Figure 2.

TNF-α induces neuronal necroptosis in cell cultures. (A) Quantitation of cell viability from neuronal cell cultures with or without indicated TNF-α (T), zVAD (Z), and SMAC mimetic (S) treatment. (B) Images of propidium iodide (PI) staining (red) in SH-SY5Y cells after TSZ treatment. BF, bright field. (C) Quantitation of PI-positive cells from SH-SY5Y, PC12 and primary neurons after indicated treatments. (D) Images of acridine orange (AO) staining of nuclei (green) and cytoplasm (red) in TSZ treated SH-SY5Y cells (upper panels) and in primary neurons (lower panels).

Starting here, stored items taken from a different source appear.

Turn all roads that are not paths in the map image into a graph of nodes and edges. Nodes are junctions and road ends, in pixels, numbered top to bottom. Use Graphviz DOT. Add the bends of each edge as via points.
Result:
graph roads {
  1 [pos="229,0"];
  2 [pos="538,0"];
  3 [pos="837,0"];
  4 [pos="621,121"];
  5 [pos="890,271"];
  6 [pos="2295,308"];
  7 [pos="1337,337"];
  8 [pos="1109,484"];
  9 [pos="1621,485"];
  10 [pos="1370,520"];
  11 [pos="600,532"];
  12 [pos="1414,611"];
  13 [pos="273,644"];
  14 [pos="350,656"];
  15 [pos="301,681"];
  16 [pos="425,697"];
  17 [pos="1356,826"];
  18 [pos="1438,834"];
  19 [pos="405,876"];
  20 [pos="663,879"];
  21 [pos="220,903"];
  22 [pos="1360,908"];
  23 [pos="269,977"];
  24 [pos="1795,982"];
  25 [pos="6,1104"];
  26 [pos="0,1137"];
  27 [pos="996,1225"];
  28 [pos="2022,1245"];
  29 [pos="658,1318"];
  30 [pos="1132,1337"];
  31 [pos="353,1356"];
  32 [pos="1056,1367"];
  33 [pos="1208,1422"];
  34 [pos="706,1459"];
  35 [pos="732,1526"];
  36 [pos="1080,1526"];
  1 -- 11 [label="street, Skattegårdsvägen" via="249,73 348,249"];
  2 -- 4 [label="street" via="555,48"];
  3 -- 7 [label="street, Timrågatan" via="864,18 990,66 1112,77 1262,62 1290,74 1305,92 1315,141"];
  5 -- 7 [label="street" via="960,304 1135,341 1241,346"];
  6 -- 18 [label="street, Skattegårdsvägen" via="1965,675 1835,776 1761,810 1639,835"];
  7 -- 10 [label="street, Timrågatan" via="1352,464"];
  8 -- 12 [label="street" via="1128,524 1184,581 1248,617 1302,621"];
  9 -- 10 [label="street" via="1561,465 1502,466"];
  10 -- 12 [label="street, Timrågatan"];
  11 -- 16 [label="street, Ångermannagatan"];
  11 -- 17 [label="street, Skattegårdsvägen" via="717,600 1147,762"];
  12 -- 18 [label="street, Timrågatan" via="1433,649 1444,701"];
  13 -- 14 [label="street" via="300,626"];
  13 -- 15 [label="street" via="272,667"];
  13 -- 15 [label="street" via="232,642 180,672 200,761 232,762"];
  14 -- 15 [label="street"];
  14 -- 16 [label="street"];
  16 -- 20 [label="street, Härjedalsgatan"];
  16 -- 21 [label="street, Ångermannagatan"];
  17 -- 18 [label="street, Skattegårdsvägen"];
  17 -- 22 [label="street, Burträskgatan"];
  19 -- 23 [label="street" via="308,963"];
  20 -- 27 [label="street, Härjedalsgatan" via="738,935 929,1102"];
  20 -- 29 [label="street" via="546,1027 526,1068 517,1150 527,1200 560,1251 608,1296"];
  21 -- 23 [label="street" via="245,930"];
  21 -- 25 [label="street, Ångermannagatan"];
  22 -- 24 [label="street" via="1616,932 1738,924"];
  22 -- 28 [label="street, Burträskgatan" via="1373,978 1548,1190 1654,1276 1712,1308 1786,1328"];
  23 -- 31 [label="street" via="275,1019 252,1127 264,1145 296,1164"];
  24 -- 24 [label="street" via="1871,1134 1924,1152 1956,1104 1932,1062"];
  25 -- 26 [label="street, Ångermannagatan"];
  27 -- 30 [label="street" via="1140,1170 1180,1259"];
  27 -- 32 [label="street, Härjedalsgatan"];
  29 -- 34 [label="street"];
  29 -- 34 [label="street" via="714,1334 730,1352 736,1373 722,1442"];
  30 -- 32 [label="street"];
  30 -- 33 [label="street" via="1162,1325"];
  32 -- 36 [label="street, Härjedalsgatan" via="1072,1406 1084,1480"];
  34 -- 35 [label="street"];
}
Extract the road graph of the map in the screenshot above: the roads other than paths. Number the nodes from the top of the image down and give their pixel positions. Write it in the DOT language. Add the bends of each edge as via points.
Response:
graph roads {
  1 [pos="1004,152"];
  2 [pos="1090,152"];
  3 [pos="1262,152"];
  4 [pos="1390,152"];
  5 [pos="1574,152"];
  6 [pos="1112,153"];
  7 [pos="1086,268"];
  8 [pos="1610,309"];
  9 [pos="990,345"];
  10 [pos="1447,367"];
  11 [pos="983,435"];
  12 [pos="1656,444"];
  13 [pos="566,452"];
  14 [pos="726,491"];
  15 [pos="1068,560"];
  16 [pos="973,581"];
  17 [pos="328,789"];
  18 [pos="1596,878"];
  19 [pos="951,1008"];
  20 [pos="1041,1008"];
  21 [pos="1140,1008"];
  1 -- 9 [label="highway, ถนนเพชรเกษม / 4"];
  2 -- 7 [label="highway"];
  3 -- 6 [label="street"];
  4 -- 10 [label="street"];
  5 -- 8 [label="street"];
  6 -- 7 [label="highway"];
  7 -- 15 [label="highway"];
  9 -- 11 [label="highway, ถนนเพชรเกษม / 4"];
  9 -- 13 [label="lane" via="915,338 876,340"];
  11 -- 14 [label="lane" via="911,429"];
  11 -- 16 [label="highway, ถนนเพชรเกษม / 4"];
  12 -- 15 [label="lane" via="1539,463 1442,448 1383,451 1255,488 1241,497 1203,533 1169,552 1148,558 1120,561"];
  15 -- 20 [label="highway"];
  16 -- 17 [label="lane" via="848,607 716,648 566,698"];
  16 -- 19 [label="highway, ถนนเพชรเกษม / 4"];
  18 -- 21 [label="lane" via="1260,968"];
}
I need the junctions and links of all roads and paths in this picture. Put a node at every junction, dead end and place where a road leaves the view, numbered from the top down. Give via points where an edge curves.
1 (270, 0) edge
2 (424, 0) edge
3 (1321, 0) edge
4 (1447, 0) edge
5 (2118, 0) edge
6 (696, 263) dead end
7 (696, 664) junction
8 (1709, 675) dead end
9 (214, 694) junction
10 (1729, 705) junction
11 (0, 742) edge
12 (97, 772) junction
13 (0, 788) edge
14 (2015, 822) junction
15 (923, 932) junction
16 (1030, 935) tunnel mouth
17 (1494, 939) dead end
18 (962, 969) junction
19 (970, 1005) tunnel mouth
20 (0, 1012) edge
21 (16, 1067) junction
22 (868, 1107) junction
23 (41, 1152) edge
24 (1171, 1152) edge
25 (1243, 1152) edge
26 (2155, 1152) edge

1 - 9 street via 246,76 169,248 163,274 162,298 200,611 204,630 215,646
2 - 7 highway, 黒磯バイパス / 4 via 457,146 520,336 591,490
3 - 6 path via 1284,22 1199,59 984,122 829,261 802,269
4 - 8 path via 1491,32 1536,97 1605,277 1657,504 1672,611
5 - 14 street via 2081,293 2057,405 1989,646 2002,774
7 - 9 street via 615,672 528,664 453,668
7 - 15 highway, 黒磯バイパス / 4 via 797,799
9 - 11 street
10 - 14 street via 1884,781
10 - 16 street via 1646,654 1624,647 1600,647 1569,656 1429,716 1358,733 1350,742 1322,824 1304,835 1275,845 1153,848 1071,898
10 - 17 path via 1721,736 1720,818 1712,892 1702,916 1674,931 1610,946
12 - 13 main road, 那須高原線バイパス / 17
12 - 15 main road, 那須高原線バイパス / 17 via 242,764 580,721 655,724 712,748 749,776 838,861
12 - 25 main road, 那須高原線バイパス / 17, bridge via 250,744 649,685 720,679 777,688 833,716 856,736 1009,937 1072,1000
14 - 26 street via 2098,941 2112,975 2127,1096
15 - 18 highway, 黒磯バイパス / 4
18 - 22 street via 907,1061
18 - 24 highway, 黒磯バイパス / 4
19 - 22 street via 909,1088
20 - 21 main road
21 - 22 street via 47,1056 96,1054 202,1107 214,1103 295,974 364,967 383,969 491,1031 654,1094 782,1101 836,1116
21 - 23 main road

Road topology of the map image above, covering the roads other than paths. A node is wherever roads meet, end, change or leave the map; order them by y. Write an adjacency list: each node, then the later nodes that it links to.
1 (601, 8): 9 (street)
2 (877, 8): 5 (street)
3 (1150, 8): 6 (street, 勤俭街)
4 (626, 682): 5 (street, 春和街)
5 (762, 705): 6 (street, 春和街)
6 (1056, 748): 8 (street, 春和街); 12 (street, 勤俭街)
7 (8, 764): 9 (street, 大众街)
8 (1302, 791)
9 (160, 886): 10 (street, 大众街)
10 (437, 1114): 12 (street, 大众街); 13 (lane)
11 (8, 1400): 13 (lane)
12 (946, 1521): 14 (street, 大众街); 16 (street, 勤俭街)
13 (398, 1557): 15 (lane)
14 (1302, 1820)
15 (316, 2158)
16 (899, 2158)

Tuj1 (purple) as a neuronal marker. (E) Immunoblotting shows levels of Caspase 3, Caspase 8, p-MLKL, and MLKL in SH-SY5Y cells (left panels) and in primary neurons (right panels) with TSZ treatments. GADPH as a loading control. Scale bar, 25 μm. ^ap < 0.05, difference with control group; ^bp < 0.05, difference with TNF-α treated group; ^cp < 0.05, difference with TS treated group. Data represent mean ± SEM, n=3~5 independent experiments; analysis was performed by one-way ANOVA test.